You are viewing a plain text version of this content. The canonical link for it is here.
Posted to j-dev@xerces.apache.org by ne...@ca.ibm.com on 2002/06/26 22:37:51 UTC
Xerces and static mutability
Hi folks,
For me, one of the neatest things about working on Xerces is the
opportunity to learn about the plethora of products for which Xerces is a
base technology. Sitting as it does at pretty much the lowest level of XML
processing, a Xerces developer gets to find out about the needs of all
kinds of different products that need to interact with XML.
As of J2SE 1.4, one type of product that needs to understand XML is a JVM.
In fact, since SAX, DOM and JAXP are now core specifications in J2SE/EE,
any implementation of these specifications needs to have an XML parser
right at its core.
And Xerces is--at least for some JDK implementors--the parser of choice!
We were already shipped in IBM's JDK 1.3.0; we'll be there in 1.4 as well.
And that, in itself, seems to me to be fairly neat.
But, with this popularity, goes this multitude of needs I mentioned before.

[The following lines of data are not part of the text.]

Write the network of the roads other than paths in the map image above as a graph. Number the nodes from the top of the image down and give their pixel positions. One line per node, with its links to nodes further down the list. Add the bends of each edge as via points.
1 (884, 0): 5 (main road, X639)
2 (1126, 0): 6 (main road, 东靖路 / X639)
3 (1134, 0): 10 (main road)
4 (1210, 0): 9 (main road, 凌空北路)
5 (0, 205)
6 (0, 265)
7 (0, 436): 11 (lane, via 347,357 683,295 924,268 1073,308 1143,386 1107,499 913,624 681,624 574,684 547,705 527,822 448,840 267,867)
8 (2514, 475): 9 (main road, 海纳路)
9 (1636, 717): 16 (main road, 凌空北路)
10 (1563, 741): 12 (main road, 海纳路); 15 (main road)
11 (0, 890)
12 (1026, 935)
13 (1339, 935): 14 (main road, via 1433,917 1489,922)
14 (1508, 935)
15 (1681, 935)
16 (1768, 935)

For instance, certain IBM JDK's (and I'm betting IBM won't be the only
implementor to offer choices like this) are "reusable". For more
information on IBM's version of this kind of JDK, you could look here
http://www-1.ibm.com/servers/eserver/zseries/software/java/pdf/jtc0a100.pdf
(if you don't mind PDF!)
As a brief summary, what this means is that the same JVM can be used by
successive applications. Basically, between application sessions, the JVM
gets reinitialized or reset.
But being reset doesn't affect classes that lie at the heart of this kind
of JVM. And XML parsing has moved so far down in the application stack
that the XML parser doesn't get reset between application sessions.
So, when Xerces is used in this kind of JVM, values that are static in
Xerces will carry forward from one application into another. Therefore, if
an application is able to modify any of our static values in such a way
that xerces's behaviour will be altered, we have a problem--the next
application might not work and the JVM is effectively made non-reusable
(read broken). Since it's not possible for a user to know how an an
application she wants to use works, we need to make sure there aren't any
ways for this kind of problem to arise because of some interaction that an
application has with Xerces.
In practice, it doesn't look like meeting this requirement will cause much
disruption. We'll have to make many static variables throughout our code
private--or at least package-protected. Sometimes, we'll have to change
accessor methods to return clones of static objects instead of the actual
objects themselves. But, applications which don't use Xerces
internals--and applications shouldn't be using Xerces internals because
they could change at any moment for all kinds of other reasons--shouldn't
be affected.
So I'll be checking in changes over the next couple of weeks to make Xerces
"statically immutable" as the terminology goes. As I do this, I'll try to
(1) not affect any externally visible, and especially any externally useful
behaviour; (2) not impact Xerces's performance; (3) keep Xerces as
extensible as possible. Sandy's already been helping me with some of these
issues, so we'll have a second mind watching this stuff.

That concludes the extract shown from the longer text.